Очень медленно опустил трубку. И еще один день пролежал, поигрывая своими детородными органами. Теперь, торопливо пробегая по улице, я то и дело оглядываюсь. Пытаясь вновь сжать правую кисть в белый кулак. Наросты кровавой коросты на черепе. Раздобудь вигвам. Поставь его в подземке. И кочуй. С одной платформы на другую, куря трубку мира, пока не выйдет время. Или пока какой-нибудь сучий потрох не удавит тебя, чтобы сожрать твою жертвенную маисовую лепешку. В этом городе, полном гримасничающих обезьян.
Сегодня суббота. Первые опавшие листья. Ясное солнце в синих небесах. В парке парад собак и собаковладельцев. Воздух, согретый бабьим летом, тих. А наверху засели в скалистых отрогах домов омерзительно богатые сукины дети. Глотают пилюли, мажут лосьонами рожи и задницы и знать не желают таких, как я.
Я же еду на север, в Бронкс, сквозной, скоростной и гремучей линией. Все таращатся. На мои персикового цвета туфли. Болгарской ручной работы. Нашел их в одежном шкафу старика Соурпюсса, когда в последний раз рылся в квартире Фанни. У нее перед домом. Приметил Вилли. Сгорбив обтянутые майкой здоровенные покатые плечи, он сидел на панели, рядом с пожарным гидрантом в подтеках мочи. И в тот миг, как я, уходя, положил на столик оставленные мне Фанни ключи, безостановочно зазвонил телефон. Я поднял трубку. И услышал издалека. Мое имя. Корнелиус. Корнелиус. Я вслушивался и повторял, алло, алло. Но голос умолк. Только и было слышно, как мое имя отзывается эхом. Далеко, в Миннесоте. Пока не пресекся и мой голос. Темная мрачная ночь на другом конце проводов. За полями маиса, помавающего золотыми головками. На пороге пустоты. Нечего больше сказать да и некому. Но я все же сказал. Это ты. И услышал, прощай. Потом еще долго ждал. И положил трубку как можно тише, чтобы она не заметила. Муж ее, старый Соурпюсс, рассказывала Фанни, часто говаривал. Что если он когда-нибудь разорится. То просто уйдет отсюда. Далеко-далеко, на самый конец телефонной линии. И будет молчать. Сидя рядом с мертвым телефоном. Безмолвным, отключенным.

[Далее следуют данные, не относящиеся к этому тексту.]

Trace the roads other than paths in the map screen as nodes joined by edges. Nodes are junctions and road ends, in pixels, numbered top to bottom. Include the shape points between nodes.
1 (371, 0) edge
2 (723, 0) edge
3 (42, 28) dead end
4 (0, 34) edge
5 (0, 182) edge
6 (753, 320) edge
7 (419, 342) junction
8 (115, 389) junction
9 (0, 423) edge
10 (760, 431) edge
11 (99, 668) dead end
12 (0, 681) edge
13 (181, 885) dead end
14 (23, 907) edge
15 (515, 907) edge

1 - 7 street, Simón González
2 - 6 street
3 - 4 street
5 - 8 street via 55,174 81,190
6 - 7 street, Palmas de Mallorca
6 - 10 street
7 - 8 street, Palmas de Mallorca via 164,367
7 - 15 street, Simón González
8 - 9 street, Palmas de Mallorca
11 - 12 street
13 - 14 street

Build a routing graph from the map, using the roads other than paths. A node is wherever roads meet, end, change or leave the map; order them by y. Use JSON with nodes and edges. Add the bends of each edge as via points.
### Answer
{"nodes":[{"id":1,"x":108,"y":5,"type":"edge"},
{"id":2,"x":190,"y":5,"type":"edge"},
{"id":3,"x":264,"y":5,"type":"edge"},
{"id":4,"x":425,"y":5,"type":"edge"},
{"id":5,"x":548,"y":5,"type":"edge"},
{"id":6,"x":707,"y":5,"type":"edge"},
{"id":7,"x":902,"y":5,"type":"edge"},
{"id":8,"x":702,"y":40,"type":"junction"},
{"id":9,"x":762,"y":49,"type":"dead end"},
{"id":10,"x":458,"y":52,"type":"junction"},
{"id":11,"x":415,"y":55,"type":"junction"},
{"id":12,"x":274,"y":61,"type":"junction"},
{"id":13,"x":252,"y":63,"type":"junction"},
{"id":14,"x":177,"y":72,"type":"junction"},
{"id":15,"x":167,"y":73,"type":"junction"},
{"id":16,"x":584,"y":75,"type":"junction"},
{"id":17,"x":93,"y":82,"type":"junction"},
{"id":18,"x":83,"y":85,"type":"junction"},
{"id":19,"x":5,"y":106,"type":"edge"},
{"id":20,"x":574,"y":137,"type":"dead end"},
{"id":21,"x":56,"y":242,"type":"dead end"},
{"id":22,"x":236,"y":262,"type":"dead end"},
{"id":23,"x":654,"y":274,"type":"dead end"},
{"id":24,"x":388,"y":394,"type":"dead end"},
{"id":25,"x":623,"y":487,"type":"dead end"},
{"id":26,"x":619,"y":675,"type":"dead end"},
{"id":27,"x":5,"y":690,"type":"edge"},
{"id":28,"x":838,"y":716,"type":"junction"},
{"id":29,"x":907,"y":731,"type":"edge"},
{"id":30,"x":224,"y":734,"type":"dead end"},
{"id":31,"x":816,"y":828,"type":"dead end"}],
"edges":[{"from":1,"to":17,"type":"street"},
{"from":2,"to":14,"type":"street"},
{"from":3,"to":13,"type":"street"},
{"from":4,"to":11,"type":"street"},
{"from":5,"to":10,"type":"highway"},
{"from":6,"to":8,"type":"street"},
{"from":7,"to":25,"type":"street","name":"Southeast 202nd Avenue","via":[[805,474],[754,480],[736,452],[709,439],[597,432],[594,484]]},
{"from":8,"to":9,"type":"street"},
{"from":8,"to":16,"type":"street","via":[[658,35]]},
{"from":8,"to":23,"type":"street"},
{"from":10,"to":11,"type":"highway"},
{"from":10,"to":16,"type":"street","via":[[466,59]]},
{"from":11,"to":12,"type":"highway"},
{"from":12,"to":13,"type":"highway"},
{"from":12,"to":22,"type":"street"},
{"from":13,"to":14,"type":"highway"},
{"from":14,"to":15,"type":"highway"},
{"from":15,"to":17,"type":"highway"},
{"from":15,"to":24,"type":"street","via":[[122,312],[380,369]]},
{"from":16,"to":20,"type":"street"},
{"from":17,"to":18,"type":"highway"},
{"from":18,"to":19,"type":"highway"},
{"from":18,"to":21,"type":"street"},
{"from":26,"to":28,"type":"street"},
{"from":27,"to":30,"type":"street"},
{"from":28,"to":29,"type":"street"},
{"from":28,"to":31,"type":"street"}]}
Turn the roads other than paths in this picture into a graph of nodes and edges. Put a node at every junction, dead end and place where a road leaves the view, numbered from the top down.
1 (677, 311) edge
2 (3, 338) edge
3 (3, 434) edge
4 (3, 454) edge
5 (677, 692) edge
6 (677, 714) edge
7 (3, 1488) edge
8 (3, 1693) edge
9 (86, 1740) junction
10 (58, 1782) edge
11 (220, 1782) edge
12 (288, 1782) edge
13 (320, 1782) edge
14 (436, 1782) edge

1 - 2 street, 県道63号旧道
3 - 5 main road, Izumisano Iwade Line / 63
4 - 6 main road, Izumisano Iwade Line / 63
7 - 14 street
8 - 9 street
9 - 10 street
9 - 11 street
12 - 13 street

Так, в конце концов, ушла и ты.
Кристиан, расставив ноги, стоит в первом вагоне болтающегося поезда подземки. Мотаются цепочки, ветер задувает в дверь. Когда мы вырываемся из-под земли, вспыхивает солнце. Впереди сверкают серебристые рельсы. Станции с дощатыми полами и нависающими островерхими кровлями. Последняя остановка. Спускаюсь по темным железным лестницам, по которым мне прежде столько раз приходилось взбираться. Мирные послеполуденные выпивохи без пиджаков сидят в кабачке. Перейдя улицу, ожидаю на автобусной остановке. У кладбищенских ворот. Влезаю в автобус. Лица сидящих. Глаза, за которыми накрепко заперто почти неприметное узнавание.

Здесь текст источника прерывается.